→ What the task asks
Only one stretch of the data below is wanted: the lines from the one with "index tip: (1063, 605)" through the one with "pinky tip: (1055, 709)", repeated exactly.
───── Extracted entries
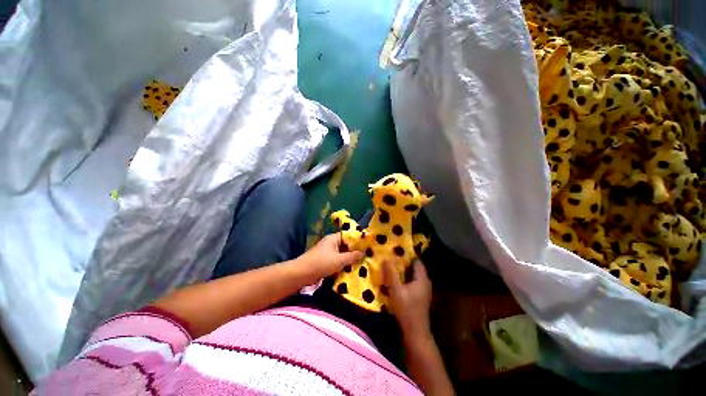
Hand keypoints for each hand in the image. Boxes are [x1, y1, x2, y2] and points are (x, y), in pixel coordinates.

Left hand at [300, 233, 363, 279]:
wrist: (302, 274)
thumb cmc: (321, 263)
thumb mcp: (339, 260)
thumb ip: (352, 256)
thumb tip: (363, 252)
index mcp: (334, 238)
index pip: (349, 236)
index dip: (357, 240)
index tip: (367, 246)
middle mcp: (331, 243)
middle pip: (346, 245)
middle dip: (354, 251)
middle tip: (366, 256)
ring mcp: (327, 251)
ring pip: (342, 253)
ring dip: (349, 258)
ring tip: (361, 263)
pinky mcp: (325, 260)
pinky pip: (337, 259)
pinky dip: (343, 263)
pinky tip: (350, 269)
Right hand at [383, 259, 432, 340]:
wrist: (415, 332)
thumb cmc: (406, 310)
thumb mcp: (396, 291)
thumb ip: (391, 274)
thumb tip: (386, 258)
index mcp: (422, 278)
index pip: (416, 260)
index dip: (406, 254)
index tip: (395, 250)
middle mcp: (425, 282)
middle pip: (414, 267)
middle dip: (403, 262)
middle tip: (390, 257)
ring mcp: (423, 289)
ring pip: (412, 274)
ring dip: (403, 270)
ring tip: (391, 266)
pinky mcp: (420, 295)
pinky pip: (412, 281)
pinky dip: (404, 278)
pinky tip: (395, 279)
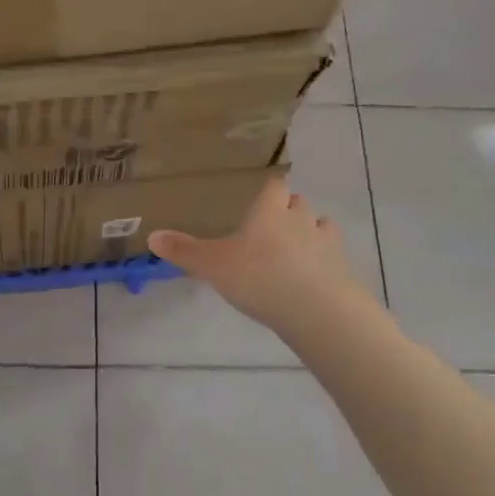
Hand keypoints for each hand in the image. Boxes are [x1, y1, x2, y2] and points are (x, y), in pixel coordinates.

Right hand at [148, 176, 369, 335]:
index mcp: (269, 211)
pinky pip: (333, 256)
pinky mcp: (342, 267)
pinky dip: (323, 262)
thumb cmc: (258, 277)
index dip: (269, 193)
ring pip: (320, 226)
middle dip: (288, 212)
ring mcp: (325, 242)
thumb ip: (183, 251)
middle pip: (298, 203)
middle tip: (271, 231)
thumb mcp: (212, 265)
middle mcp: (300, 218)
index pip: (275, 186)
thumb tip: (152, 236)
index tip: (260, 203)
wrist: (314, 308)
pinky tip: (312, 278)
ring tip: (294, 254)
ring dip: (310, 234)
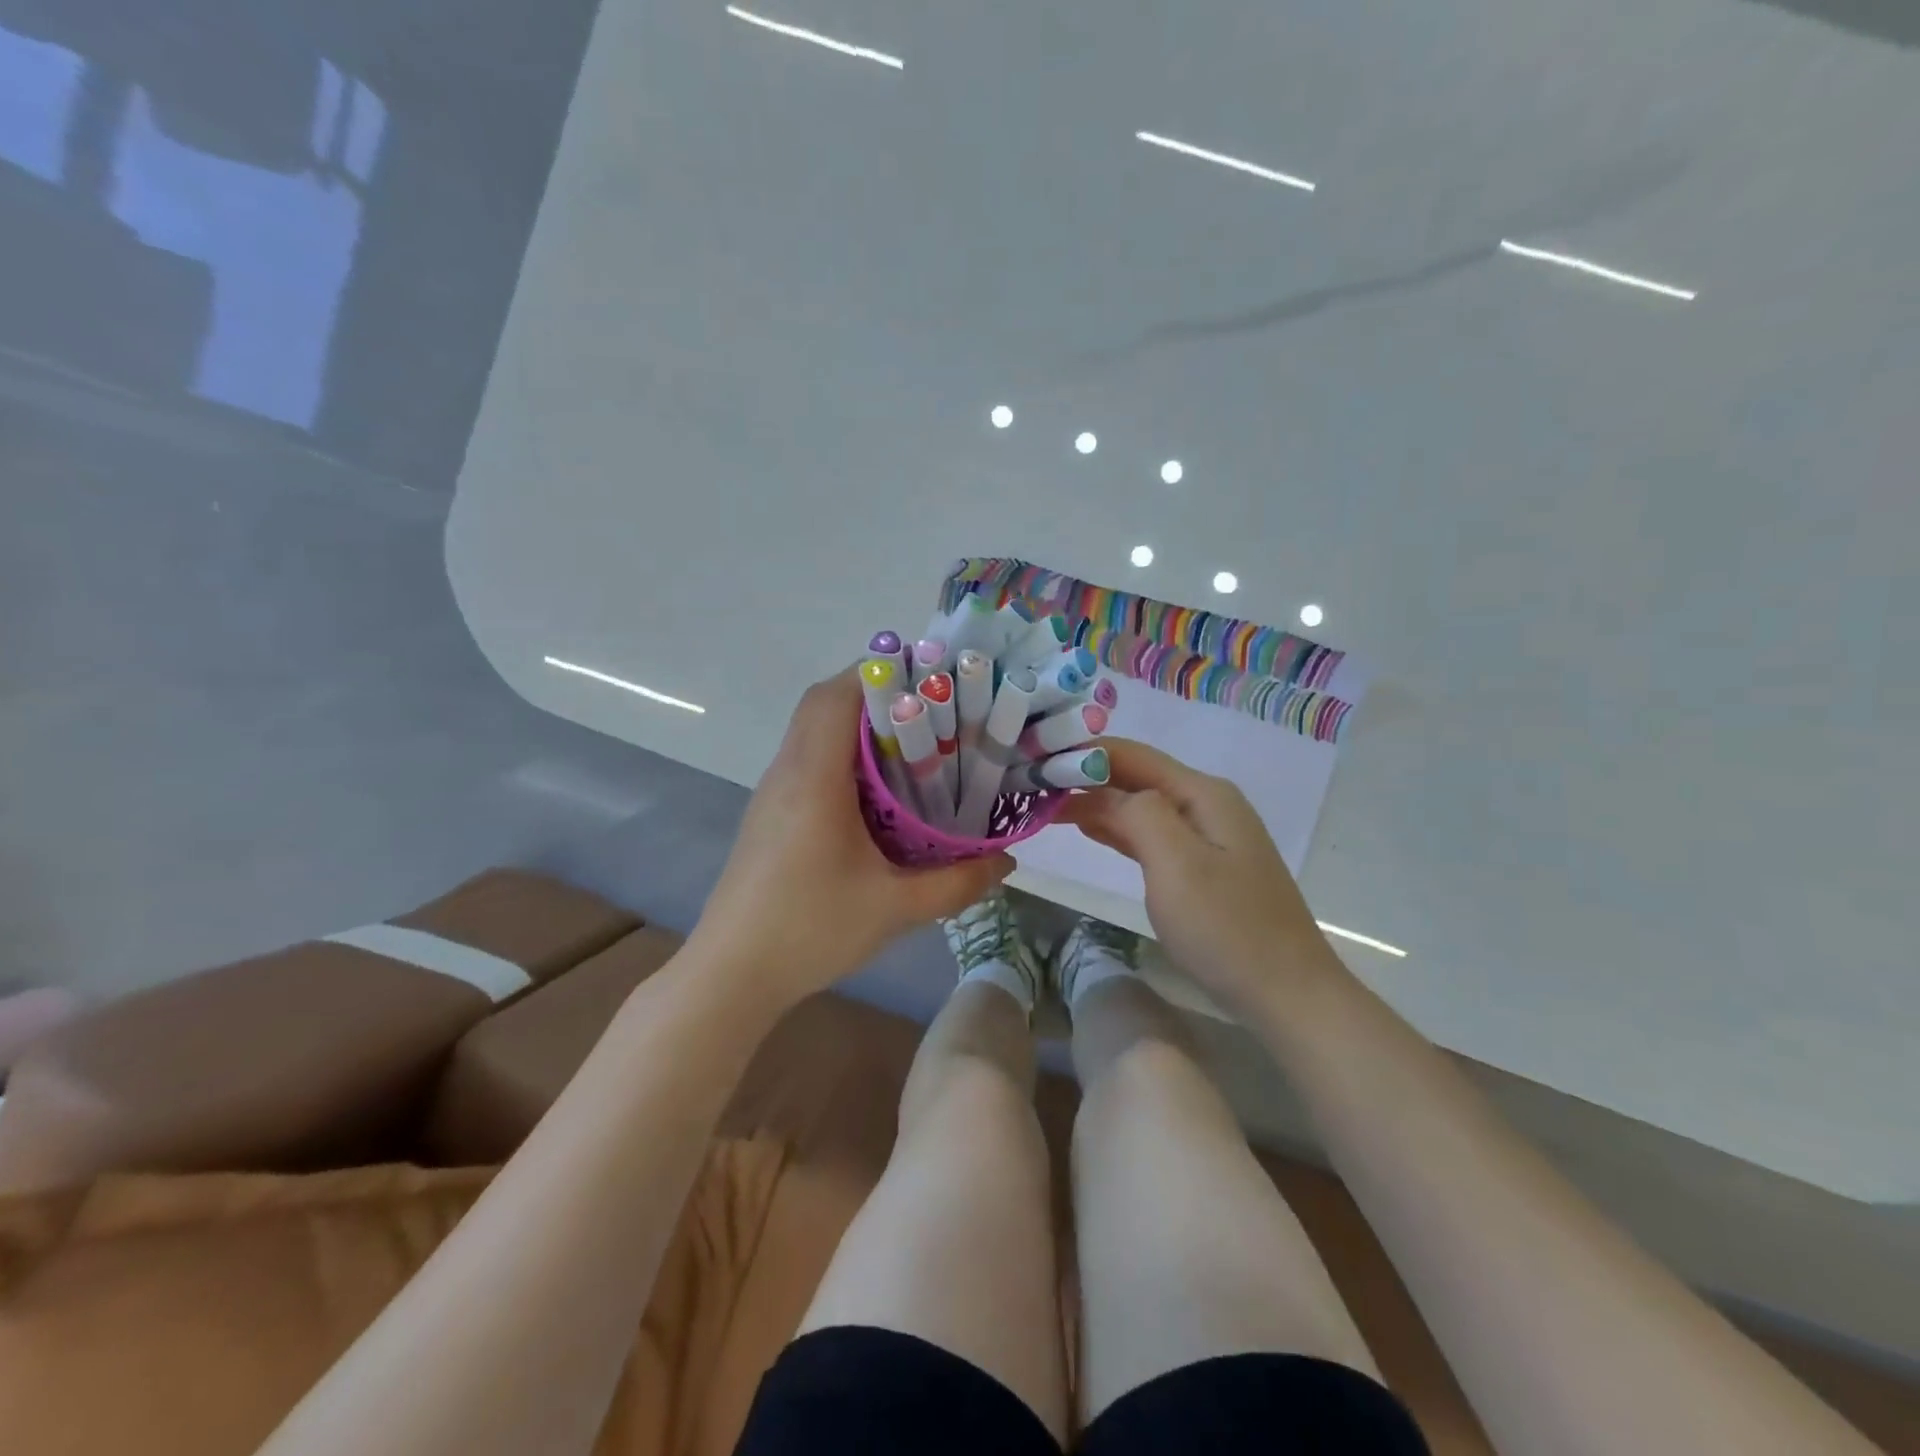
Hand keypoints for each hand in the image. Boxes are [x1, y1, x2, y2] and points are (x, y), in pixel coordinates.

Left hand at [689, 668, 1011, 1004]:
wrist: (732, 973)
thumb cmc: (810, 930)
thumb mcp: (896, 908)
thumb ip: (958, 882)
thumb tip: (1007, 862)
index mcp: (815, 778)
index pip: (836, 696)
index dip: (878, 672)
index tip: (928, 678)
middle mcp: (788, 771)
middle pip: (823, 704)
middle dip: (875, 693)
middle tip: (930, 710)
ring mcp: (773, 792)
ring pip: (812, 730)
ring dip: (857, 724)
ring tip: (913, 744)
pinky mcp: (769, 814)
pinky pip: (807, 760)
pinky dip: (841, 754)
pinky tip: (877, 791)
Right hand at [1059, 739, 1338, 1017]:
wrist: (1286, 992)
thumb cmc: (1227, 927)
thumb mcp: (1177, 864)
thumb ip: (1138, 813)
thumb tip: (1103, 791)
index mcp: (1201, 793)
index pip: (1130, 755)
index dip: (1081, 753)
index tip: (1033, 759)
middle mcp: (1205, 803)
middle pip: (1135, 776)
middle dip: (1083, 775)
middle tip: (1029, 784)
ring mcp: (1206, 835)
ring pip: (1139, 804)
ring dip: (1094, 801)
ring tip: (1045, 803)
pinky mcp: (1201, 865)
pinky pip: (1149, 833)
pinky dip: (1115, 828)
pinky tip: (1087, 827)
──────────
───── Extracted entries
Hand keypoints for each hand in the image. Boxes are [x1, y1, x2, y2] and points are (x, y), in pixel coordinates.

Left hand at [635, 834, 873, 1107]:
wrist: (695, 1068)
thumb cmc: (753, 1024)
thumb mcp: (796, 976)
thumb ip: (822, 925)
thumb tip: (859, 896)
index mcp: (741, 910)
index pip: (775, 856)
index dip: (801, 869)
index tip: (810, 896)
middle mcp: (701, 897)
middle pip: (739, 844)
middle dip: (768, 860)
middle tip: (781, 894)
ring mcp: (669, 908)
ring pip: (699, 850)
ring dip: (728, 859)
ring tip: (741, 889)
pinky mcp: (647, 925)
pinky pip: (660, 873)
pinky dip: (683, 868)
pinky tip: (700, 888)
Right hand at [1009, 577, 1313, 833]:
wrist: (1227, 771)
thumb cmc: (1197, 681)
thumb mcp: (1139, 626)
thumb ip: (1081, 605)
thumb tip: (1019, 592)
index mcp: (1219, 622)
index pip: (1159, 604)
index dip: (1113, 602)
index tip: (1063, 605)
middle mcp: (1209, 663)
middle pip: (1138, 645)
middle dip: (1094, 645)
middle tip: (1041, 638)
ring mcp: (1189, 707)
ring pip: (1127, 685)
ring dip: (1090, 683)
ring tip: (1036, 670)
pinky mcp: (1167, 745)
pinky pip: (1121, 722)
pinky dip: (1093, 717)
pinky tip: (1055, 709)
──────────
───── Extracted entries
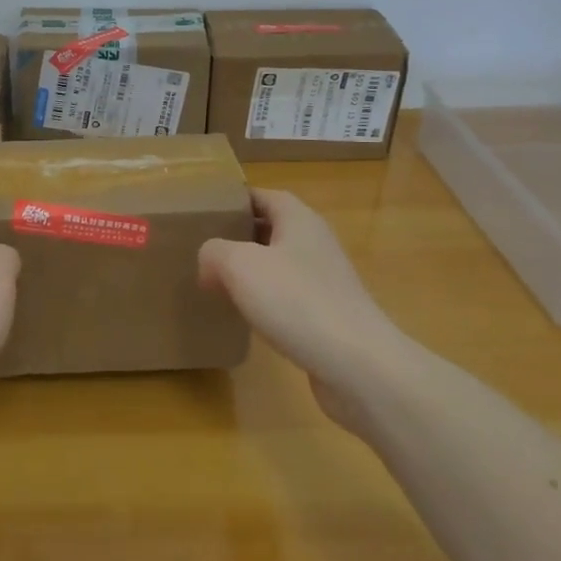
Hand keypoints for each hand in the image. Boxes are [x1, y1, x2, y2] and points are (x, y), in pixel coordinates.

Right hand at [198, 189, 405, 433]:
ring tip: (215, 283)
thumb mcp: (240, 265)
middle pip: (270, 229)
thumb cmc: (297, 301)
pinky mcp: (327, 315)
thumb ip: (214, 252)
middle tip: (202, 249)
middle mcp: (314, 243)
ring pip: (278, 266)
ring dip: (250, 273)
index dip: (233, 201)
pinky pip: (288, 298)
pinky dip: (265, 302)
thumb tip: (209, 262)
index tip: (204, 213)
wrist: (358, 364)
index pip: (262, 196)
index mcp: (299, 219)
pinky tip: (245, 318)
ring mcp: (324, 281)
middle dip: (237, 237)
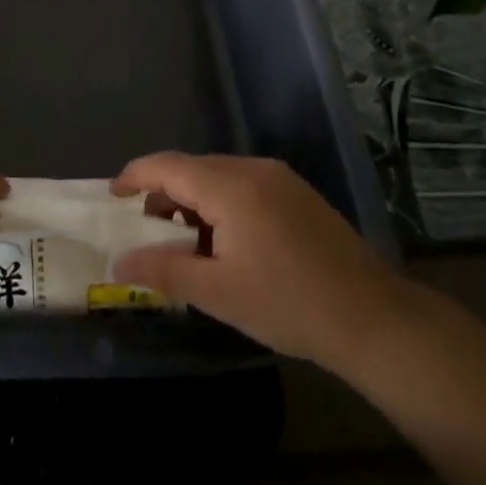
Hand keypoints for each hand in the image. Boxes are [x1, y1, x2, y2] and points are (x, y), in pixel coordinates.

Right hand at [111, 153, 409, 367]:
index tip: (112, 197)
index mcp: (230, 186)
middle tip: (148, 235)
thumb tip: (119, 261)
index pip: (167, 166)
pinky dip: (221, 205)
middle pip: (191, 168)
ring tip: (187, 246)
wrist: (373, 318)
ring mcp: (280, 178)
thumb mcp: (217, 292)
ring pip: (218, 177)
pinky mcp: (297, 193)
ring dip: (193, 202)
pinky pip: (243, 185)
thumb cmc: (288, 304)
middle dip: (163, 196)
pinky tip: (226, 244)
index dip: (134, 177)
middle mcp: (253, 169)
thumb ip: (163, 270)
──────────
→ Exercise solution
index tip: (1063, 605)
middle mcp: (1209, 663)
middle pip: (1138, 645)
middle dip: (1094, 645)
middle tip: (1041, 638)
ring mcp: (1189, 707)
ring pip: (1127, 685)
ring dip: (1090, 683)
ring tip: (1036, 670)
pinky mcp: (1167, 745)
pinky pip: (1121, 722)
pinky dip: (1093, 717)
pinky tip: (1055, 709)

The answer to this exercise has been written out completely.